Meses mais tarde o Mesker Park negociava as duas chimpanzés com outro Zoológico, Cheyenne Mountain Zoological Park, em Colorado Springs, Estado do Colorado.

Foto: Projeto GAP

Lá ficaram, teoricamente, 23 anos. Nesse tempo Quennie teve três filhos e Francis teve sete, sendo que três deles morreram. Depois de poucos anos com a mãe, foram enviados ao Zoológico de Los Angeles, quebrando, como é habitual, os vínculos familiares. A primeira filha de Francis foi Fran, que teve dois filhos, Ruby e Frolic, convertendo Francis em uma avó jovem.

A estadia em Cheyenne e no Mesker Park pode ter sido teórica durante alguns anos. Entre 1970 e 1980 era “costume” os zoológicos norte-americanos emprestarem excedentes de chimpanzés para laboratórios de tortura médica, que para todos os efeitos ficavam como se estivessem no Zoológico. O trabalho investigativo que o GAP Norte-Americano realizou não conseguiu confirmar se ambas chimpanzés estiveram em um laboratório de tortura médica, porém ambas estão tatuadas com um número e essa prática era comum nos laboratórios de experiências. Então é possível que elas tenham sido submetidas a experiências médicas.

Em 8 de março de 1996, aquelas duas chimpanzés, inocentes, mães de muitos filhos, foram colocadas em um avião de carga e enviadas a La Paz na Bolívia, para serem incorporadas ao Zoológico de La Paz. Durante 8 anos Quennie e Francis sobreviveram literalmente em um Zoológico que não tinha condições de abrigá-las. A Câmara de Vereadores de La Paz decidiu eutanasiá-las. O Dr. Miguel Vaudano, do Projeto GAP Brasil, alertado pelo GAP Norte-Americano, viajou para La Paz e convenceu a Câmara Municipal de doar ambas chimpanzés ao Santuário de Grandes Primatas de Sorocaba (SP).
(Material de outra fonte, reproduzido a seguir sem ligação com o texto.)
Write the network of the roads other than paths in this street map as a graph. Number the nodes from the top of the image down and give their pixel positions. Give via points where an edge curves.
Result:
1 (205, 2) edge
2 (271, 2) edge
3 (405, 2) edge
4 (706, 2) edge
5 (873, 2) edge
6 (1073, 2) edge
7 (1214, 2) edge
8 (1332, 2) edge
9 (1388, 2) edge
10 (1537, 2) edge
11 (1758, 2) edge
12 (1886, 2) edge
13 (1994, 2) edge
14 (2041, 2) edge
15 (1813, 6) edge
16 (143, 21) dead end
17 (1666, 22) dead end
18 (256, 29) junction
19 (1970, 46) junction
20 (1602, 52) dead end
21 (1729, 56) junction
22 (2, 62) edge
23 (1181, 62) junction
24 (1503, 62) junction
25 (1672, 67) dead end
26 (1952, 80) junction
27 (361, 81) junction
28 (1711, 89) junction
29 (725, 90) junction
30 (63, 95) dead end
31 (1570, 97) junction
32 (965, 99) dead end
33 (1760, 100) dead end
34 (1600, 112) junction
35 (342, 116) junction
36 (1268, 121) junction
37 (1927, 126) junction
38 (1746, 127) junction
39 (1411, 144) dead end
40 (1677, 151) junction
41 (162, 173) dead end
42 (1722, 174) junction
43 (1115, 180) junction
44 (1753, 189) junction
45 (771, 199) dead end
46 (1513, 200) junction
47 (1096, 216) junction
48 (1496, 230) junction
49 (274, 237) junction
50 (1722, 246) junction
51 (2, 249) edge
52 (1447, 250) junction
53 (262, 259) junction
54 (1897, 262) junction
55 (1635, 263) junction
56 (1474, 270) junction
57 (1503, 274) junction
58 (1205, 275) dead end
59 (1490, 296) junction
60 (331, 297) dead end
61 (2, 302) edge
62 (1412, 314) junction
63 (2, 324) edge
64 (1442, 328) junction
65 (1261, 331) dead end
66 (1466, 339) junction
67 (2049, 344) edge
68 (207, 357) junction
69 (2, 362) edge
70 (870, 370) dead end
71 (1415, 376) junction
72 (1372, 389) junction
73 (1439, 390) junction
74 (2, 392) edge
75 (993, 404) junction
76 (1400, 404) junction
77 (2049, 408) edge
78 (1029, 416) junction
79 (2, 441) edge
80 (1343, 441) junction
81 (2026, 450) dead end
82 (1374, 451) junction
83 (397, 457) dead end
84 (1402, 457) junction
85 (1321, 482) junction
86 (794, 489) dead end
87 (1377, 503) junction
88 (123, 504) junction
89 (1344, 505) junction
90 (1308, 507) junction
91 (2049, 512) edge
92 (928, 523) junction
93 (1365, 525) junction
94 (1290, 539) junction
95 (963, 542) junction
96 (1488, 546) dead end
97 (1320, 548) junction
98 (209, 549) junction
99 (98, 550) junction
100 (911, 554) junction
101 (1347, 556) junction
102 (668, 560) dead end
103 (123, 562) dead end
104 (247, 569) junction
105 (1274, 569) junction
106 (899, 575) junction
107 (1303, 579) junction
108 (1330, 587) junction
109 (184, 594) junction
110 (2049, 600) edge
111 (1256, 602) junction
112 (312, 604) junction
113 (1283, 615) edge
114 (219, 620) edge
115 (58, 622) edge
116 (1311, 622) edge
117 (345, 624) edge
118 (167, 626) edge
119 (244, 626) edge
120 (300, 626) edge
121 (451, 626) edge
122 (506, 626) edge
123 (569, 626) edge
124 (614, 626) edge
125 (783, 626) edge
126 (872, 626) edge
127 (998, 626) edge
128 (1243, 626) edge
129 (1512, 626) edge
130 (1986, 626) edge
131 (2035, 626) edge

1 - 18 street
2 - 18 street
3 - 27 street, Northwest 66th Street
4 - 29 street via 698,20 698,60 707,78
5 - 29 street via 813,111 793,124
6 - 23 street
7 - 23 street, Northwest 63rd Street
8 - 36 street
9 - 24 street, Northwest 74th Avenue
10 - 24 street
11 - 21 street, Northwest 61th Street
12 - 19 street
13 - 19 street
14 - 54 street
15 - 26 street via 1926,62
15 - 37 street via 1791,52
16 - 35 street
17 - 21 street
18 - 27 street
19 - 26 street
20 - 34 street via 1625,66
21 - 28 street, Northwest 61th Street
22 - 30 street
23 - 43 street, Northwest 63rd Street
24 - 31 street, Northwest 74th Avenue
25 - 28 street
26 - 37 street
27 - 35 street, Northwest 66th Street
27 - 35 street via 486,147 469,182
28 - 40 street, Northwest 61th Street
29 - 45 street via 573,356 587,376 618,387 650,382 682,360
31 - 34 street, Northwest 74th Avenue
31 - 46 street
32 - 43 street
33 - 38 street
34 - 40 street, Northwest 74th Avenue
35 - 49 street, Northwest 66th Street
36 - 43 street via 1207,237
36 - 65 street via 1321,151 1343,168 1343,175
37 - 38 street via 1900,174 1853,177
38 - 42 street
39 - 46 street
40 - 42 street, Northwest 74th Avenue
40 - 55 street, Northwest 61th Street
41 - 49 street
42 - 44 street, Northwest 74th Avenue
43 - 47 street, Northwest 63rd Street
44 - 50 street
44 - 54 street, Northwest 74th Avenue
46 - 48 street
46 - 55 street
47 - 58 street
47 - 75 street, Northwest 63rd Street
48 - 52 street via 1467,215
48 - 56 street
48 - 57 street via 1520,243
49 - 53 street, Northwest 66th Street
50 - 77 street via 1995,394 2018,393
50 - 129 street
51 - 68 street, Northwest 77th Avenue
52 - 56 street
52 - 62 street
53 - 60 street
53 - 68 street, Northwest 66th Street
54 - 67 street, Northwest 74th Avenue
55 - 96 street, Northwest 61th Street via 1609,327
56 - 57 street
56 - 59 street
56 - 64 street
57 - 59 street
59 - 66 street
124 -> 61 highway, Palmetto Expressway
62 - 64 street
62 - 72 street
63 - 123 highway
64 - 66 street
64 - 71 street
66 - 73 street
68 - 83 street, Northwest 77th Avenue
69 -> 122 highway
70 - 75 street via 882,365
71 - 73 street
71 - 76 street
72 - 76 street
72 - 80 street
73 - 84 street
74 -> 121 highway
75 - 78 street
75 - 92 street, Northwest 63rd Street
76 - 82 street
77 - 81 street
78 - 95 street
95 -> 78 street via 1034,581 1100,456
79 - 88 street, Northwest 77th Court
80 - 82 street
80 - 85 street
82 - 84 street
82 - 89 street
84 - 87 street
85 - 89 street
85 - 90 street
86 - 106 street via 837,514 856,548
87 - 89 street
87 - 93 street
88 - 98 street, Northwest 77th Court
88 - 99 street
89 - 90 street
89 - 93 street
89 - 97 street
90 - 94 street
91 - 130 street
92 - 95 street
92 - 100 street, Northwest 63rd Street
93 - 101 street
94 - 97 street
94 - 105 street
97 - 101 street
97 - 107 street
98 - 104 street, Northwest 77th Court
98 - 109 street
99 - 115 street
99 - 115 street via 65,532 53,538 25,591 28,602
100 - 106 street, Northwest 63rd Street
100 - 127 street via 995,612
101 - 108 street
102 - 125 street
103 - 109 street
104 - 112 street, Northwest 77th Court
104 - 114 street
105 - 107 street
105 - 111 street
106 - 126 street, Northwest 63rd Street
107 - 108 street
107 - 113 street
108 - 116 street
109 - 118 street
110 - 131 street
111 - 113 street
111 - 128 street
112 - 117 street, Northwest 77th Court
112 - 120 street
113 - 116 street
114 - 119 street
No dia 18 de fevereiro de 2004, ao cair da noite, Quennie e Francis voltavam a ter uma nova chance de vida e entravam pela porta do seu recinto no Santuário do GAP em Sorocaba.

Quennie nos abandonou no domingo, 19 de junho, de forma inesperada. Beirando os 50 anos de idade, Quennie odiava os humanos e tinha razão para isso. Só recebeu coisa ruim dos homens, que mataram seus pais, roubaram seus filhos e foram abandonadas a sua sorte num país onde não existiam chimpanzés, e o Zoológico era um matadouro de animais.

Francis, que também levou uma vida miserável junto com sua companheira, está quase perdida em sua solidão. Quando retirávamos o corpo de Quennie de um dos dormitórios dos dois recintos que elas usavam, pedi que parassem e mostrassem a ela o corpo de sua amiga morta. Francis gritou, correu de um lugar a outro do recinto, sem saber o que fazer. Porém, conversei com ela horas mais tarde e tentei explicar-lhe que Quennie tinha partido para sempre, mas cada vez que mencionava seu nome ela procurava para ver se ela aparecia pela porta do refeitório. Quando ficava sozinha procurava nas camas, para ver se ela não estava dormindo embrulhada em cobertores.

Quennie teve uma hemorragia vaginal severa. Nós não tínhamos acesso a ela, não se relacionava com ninguém; desconfiava de todos os Homo sapiens. Quando tentamos fazer algo, já era tarde demais. No fim da noite deixou sua alma vagar para outras latitudes e talvez nelas encontre paz, amor, compaixão, virtudes que aqui na Terra, entre os seres mesquinhos que a usaram, nunca encontrou.

Descanse em paz Quennie, uma sobrevivente!